All THAT said, things went in the weeds because edit warring broke out. As soon as that happens, it tends to break down communication. As I said above, I'd try communicating again. I can have a word with JBS if you want. ++Lar: t/c 20:42, 1 February 2010 (UTC)[reply]
In response to what you said above, I did try to talk to both of them. When you approach someone with logical rationale (however cynical) and they respond with deleting what you wrote it's pretty obvious who's being uncooperative. I chose to continue reverting the bad idea changes because I see them as just that, and I asked for arbitration (literally), though nothing got intelligently discussed there either (I was blocked by someone involved in all the deletion, surprise surprise). Even though, I can't think of anything you would say to either of them that would change their behaviour for the better... though perhaps you could do something about this? Bali has been doing this to several articles in and not in the process of AfD. Is he trying to bolster his edit count?  æronphonehome  21:10, 1 February 2010 (UTC)[reply]
As for your second question I honestly don't know. Seems a good question to me. I know we do similar things with songs that don't merit articles, they get described in the album article, and albums, they get described in the musician's article.... Hope that helps. ++Lar: t/c 20:42, 1 February 2010 (UTC)[reply]

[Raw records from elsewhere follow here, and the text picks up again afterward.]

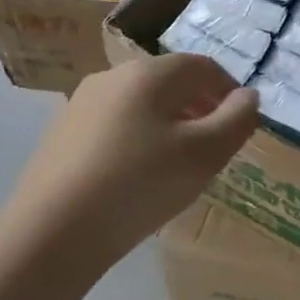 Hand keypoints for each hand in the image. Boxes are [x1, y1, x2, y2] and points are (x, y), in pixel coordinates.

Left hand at [3, 55, 257, 263]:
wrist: (50, 233)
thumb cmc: (139, 184)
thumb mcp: (205, 155)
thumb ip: (237, 120)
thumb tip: (248, 96)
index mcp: (150, 73)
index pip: (204, 67)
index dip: (230, 90)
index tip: (241, 123)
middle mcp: (114, 76)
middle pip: (171, 81)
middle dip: (200, 106)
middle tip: (215, 144)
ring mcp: (82, 103)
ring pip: (141, 103)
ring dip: (169, 122)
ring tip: (178, 163)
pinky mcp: (61, 132)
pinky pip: (115, 124)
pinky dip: (138, 138)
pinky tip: (137, 175) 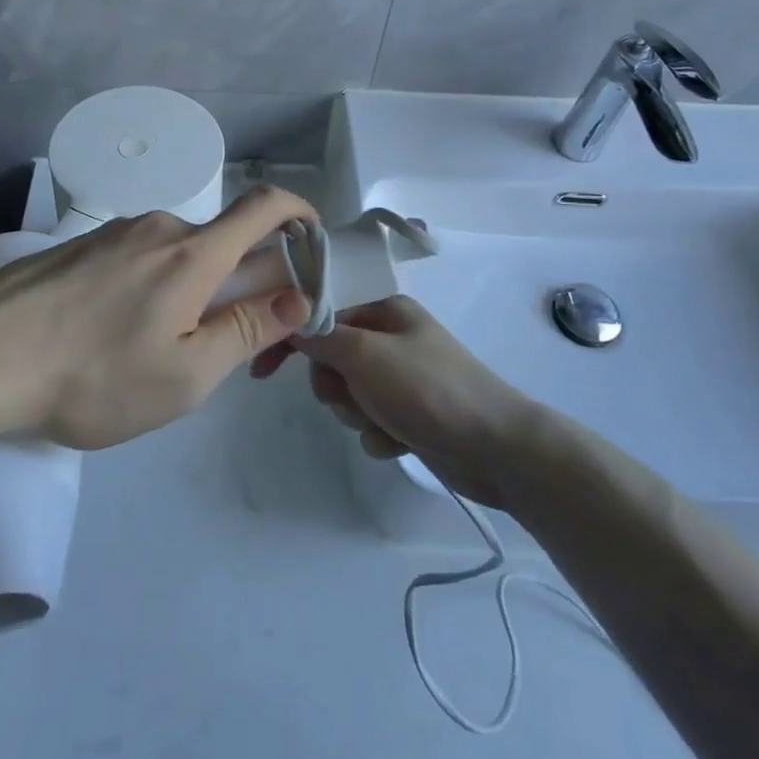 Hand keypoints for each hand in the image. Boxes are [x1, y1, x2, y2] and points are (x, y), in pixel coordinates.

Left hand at [0, 187, 316, 449]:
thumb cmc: (93, 377)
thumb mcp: (186, 375)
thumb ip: (248, 331)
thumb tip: (298, 298)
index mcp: (194, 254)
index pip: (265, 208)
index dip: (299, 215)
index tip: (313, 243)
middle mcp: (160, 228)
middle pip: (224, 241)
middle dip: (245, 282)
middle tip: (233, 344)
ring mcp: (116, 234)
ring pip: (179, 255)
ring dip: (196, 290)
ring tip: (166, 351)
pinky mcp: (82, 248)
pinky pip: (140, 259)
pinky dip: (156, 287)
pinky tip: (120, 336)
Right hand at [252, 295, 537, 506]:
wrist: (497, 449)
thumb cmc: (428, 389)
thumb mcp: (365, 355)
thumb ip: (321, 337)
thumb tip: (288, 319)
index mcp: (384, 309)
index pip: (321, 312)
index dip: (290, 337)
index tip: (261, 368)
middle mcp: (391, 337)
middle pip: (331, 358)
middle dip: (335, 385)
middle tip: (351, 397)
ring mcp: (402, 377)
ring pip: (348, 394)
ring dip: (357, 413)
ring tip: (384, 421)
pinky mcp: (410, 413)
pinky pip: (370, 421)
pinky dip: (378, 434)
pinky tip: (399, 441) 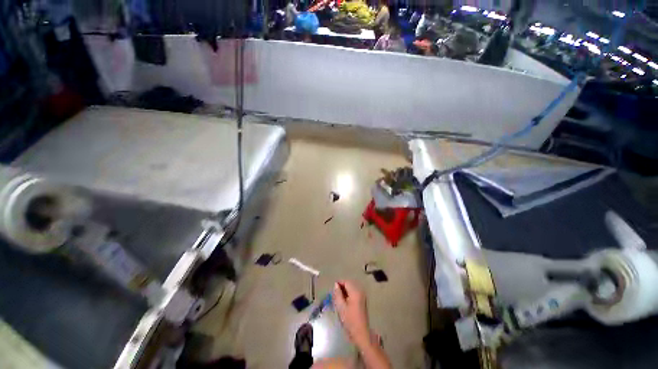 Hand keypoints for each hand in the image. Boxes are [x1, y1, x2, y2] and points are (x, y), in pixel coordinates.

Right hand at [333, 280, 370, 347]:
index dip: (339, 283)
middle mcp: (360, 291)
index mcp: (355, 292)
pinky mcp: (362, 301)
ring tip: (339, 298)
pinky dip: (348, 294)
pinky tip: (344, 302)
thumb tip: (336, 285)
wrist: (361, 333)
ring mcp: (362, 296)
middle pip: (349, 284)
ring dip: (345, 291)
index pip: (346, 282)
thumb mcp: (341, 307)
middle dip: (342, 287)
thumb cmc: (350, 320)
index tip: (333, 288)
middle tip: (335, 294)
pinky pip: (354, 293)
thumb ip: (337, 294)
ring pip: (351, 288)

Oh yes, I'm clearly trying to inflate my edit count. What else could explain my decision to quietly remove a post to my talk page that said I "behave in a manner that goes against the spirit of the Wikipedia project and you barely actually contribute to it so that makes your existence here almost worthless" and that I clearly "have no time in your busy life to be a nice person or to aid and contribute and instead want to see categories of information removed on the grounds of your personal (Oxford-like?) tastes." I was of course thoroughly convinced by your logically devastating statement (demonstrating a mastery of classical rhetoric) that all that was why my "bad faith edits to List of Bemani musicians has been reverted as will anything else that goes against the purpose of this project that I contribute to while you cynically critique."[2]. Of course, a rational contributor in good faith would have responded positively to your edit summaries on your fourth revert calling my efforts "vandalism" [3] and your fifth revert calling them "bad faith."[4]. Well played, sir! I can see why you've declined defending the maintenance of entirely unsourced information about living people on the article's talk page... your case has already been succinctly and irrefutably made. And if that wasn't enough, you finished with a logical flourish: "As for my excuse for exhibiting 3rr behaviour, again, I do not believe that their edits are in keeping with good faith or even good ideas. It feels as though they simply want to delete and bury everything for good."[5].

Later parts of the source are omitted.